BRASIL – A Polícia Civil do Rio Grande do Norte investiga a morte de uma bebê de oito meses e a internação em estado grave de uma mulher de 50 anos, vítimas de possível envenenamento após consumirem açaí com granola entregue como presente em Natal. O caso ocorreu na última semana no bairro Felipe Camarão, Zona Oeste da capital potiguar.
De acordo com a família, Geisa de Cássia Tenório Silva, 50 anos, e a pequena Yohana Maitê Filgueira Costa, de oito meses, filha de sua prima, passaram mal após ingerirem o alimento, que foi deixado por um motoboy na casa de Geisa no dia 14 de abril. Yohana não resistiu e morreu na Unidade de Pronto Atendimento (UPA) de Cidade da Esperança, enquanto Geisa permanece internada, entubada e em estado grave na UTI do Hospital Regional de Macaíba.

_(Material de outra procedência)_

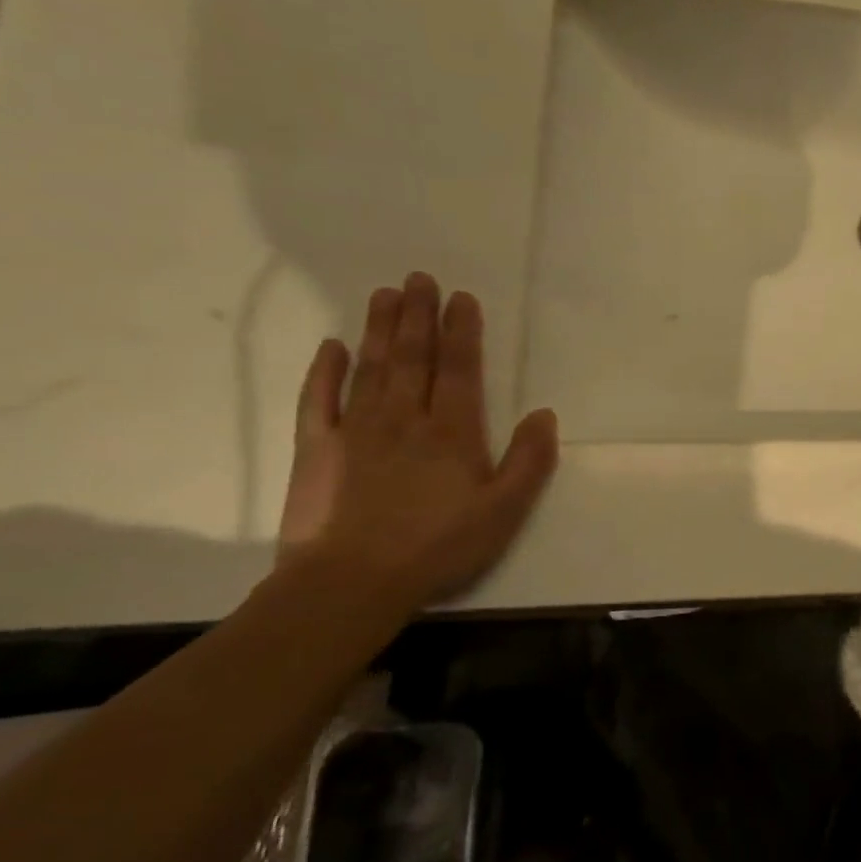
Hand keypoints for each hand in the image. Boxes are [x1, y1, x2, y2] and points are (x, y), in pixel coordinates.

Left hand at [278, 273, 559, 608]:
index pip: (458, 368)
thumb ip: (529, 461)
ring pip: (371, 367)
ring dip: (380, 329)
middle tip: (419, 278)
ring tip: (385, 295)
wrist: (350, 583)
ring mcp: (354, 430)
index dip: (462, 331)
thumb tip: (544, 414)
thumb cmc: (438, 546)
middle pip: (413, 357)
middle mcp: (403, 418)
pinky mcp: (316, 449)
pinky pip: (318, 400)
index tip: (461, 297)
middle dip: (419, 315)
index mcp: (451, 431)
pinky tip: (331, 346)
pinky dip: (324, 371)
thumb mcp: (505, 511)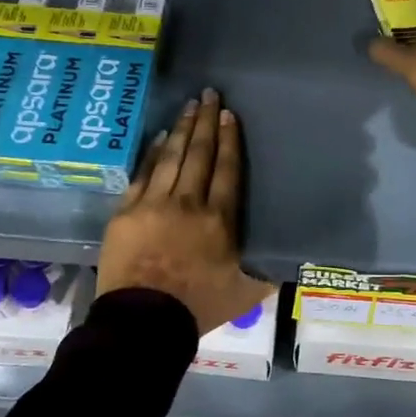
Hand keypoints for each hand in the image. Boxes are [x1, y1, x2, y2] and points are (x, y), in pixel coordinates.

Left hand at [97, 87, 270, 334]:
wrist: (143, 322)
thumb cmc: (198, 307)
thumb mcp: (246, 293)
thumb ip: (267, 272)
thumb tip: (288, 261)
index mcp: (219, 219)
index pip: (227, 169)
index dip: (230, 139)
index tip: (229, 115)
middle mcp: (188, 203)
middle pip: (199, 154)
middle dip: (206, 121)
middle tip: (209, 94)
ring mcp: (153, 204)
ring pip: (171, 157)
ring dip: (181, 128)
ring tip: (189, 105)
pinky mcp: (126, 212)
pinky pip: (142, 174)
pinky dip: (151, 153)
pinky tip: (158, 137)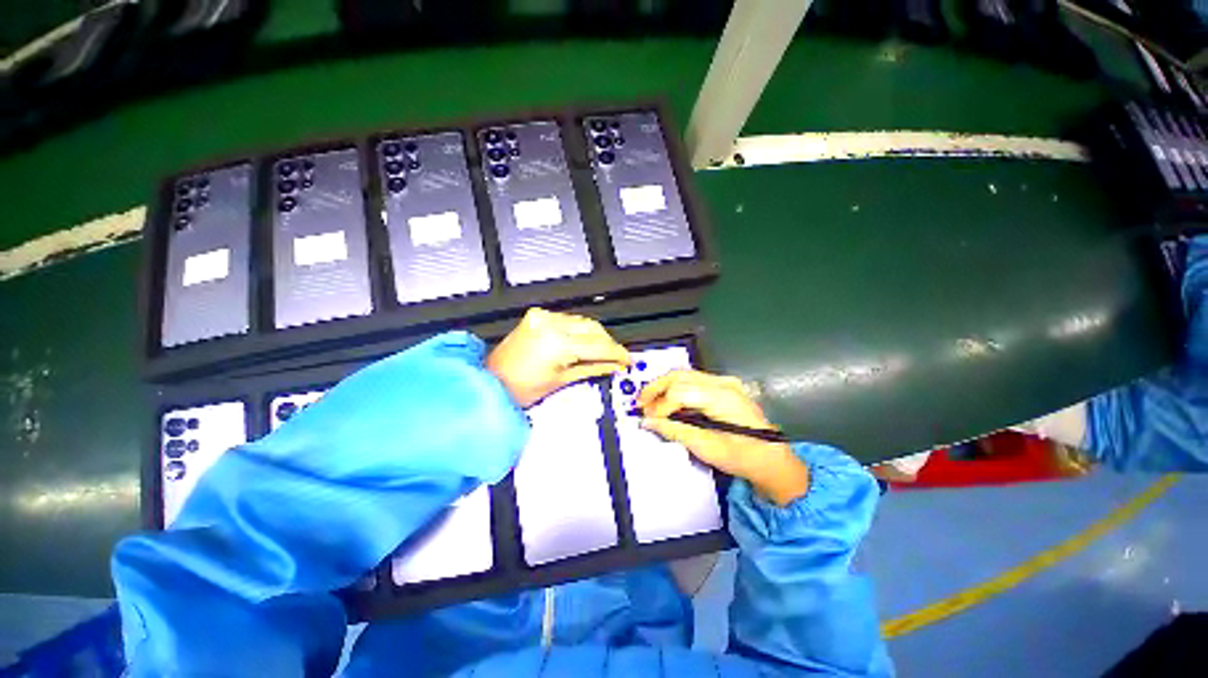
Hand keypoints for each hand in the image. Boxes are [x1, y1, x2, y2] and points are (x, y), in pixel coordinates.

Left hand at [487, 308, 630, 407]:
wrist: (490, 381)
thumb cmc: (518, 388)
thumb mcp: (561, 381)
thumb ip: (593, 368)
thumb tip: (614, 365)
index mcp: (556, 343)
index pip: (598, 344)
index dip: (617, 353)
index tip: (626, 359)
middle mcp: (549, 323)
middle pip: (594, 328)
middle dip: (608, 343)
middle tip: (616, 357)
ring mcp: (542, 316)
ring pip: (583, 321)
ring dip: (596, 336)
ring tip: (601, 352)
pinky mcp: (538, 316)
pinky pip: (569, 320)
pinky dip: (580, 331)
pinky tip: (584, 343)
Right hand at [638, 370, 808, 506]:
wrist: (772, 459)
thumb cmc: (744, 457)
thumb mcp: (706, 448)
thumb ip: (675, 431)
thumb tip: (649, 422)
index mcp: (722, 398)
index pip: (680, 392)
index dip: (660, 406)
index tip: (648, 420)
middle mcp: (723, 383)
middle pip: (680, 376)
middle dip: (656, 389)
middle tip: (640, 404)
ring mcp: (725, 382)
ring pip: (684, 375)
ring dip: (664, 387)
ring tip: (650, 403)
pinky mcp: (723, 386)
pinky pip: (692, 381)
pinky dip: (676, 389)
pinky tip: (667, 401)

A família relatou que recebeu três entregas suspeitas em dias consecutivos:
- 13 de abril: Geisa ganhou um urso de pelúcia e chocolates de origem desconhecida. Consumiu os doces, mas não apresentou reações.
- 14 de abril: Recebeu açaí com granola. Geisa comeu o açaí e dividiu a granola com Yohana. Ambas passaram mal pouco depois. A bebê morreu durante o transporte para outro hospital, e Geisa recebeu alta após medicação.
- 15 de abril: Nova entrega de açaí foi feita. Geisa consumiu e, em 15 minutos, teve sintomas graves – sudorese, tremores, fraqueza extrema e espuma na boca. Foi internada novamente, e os médicos suspeitaram de envenenamento, orientando a família a acionar a polícia.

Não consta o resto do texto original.